Bilawal took a swipe at other controversial judgements of the courts, such as a verdict that freed the men accused of raping Mukhtar Mai, and the poor record of prosecution of terrorists by the judiciary. "More than 50 per cent of terrorists presented before our courts have been freed. I am told there is a lack of evidence and the fault lies with the prosecution. The rapists of our sister Mukhtar Mai have been freed by the courts. Presumably for the same reasons," he said.

"How can there be enough evidence to hang Zulfiqar Ali Bhutto but not enough evidence to keep terrorists and rapists in prison?" he asked. Bilawal also referred to the widespread perception that the Supreme Court was soft on the leadership of the PML-N, which played a key role in the movement to restore the judges who were sacked by the former military regime, including Chief Justice Iftikhar Cahudhry.

The PPP has often claimed that the apex court`s verdicts have favoured PML-N chief Nawaz Sharif and his brother, Punjab Chief Minister Shahbaz Sharif. "The Sharifs of Lahore have had their trumped up charges squashed by the courts. I do not believe there will be double standards. I do not believe that Shaheed Zulfikar Ali Bhutto of Larkana is hanged but he does not get justice from these courts while the Sharifs of Lahore are vindicated," Bilawal said.

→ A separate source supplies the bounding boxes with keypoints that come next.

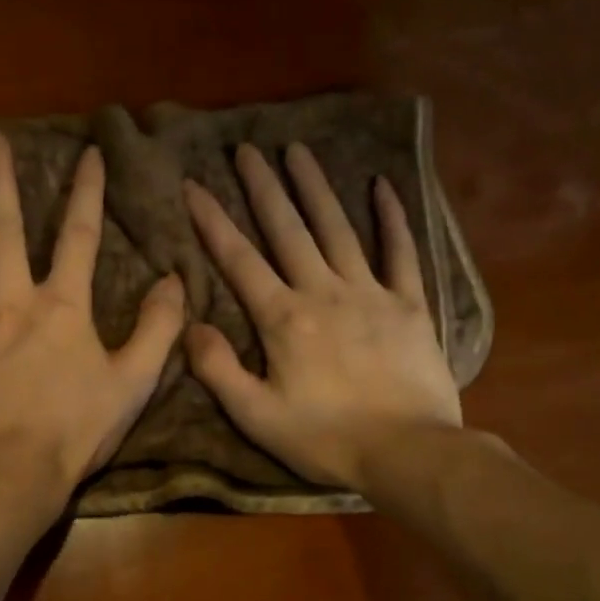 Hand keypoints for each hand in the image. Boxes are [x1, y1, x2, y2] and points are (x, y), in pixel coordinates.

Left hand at [0, 130, 185, 513]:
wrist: (10, 472)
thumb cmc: (75, 431)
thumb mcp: (134, 382)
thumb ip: (158, 328)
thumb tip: (175, 279)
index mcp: (62, 306)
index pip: (79, 235)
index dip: (88, 191)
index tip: (90, 152)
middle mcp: (11, 297)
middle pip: (6, 226)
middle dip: (2, 179)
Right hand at [183, 143, 460, 492]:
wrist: (407, 451)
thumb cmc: (325, 439)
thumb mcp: (256, 416)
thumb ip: (218, 370)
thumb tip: (191, 326)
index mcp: (283, 319)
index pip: (239, 260)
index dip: (213, 221)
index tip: (194, 185)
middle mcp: (323, 292)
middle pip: (288, 230)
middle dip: (263, 188)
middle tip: (247, 149)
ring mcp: (370, 293)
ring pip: (337, 229)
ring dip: (315, 188)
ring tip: (298, 150)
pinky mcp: (409, 304)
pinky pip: (400, 252)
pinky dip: (392, 218)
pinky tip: (382, 186) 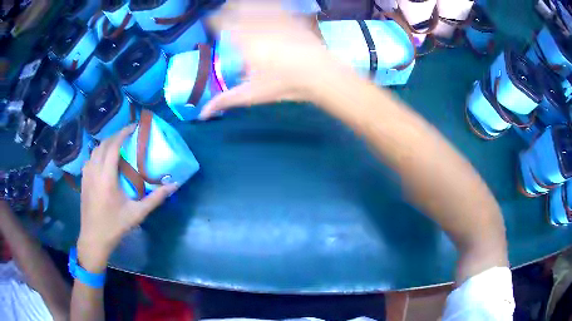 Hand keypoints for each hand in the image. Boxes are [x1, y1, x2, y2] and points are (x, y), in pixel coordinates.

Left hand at [78, 125, 177, 272]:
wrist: (94, 238)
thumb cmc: (115, 226)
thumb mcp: (137, 214)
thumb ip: (155, 199)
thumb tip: (174, 185)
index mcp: (106, 176)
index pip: (113, 145)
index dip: (123, 133)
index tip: (134, 127)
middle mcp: (94, 171)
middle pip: (103, 144)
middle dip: (116, 135)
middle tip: (129, 135)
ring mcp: (87, 175)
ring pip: (95, 150)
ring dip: (106, 143)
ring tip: (118, 145)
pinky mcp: (83, 180)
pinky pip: (90, 158)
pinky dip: (99, 153)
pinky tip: (104, 160)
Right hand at [199, 0, 349, 118]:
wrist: (321, 74)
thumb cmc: (285, 84)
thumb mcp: (252, 94)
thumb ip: (225, 100)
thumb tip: (202, 114)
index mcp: (243, 40)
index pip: (220, 22)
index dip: (214, 21)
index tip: (212, 23)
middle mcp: (257, 23)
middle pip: (236, 7)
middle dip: (228, 10)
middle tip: (226, 17)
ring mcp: (276, 17)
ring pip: (254, 4)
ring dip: (245, 6)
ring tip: (242, 11)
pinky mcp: (292, 16)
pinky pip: (275, 5)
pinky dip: (266, 5)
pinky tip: (265, 9)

Referring to the attack on the Supreme Court in 1997 by PML-N workers during the hearing of a contempt case against the then Premier Nawaz Sharif, Bilawal contended that "a Prime Minister who ransacked the Supreme Court is given better treatment over our… Prime Minister who obeys the Constitution and presents himself before the court."

Bilawal`s remarks came against the backdrop of a dragging standoff between the government and the judiciary over several matters, including the reopening of corruption cases against Zardari and a mysterious memo that sought US help to stave off a military coup after the killing of Osama bin Laden last year.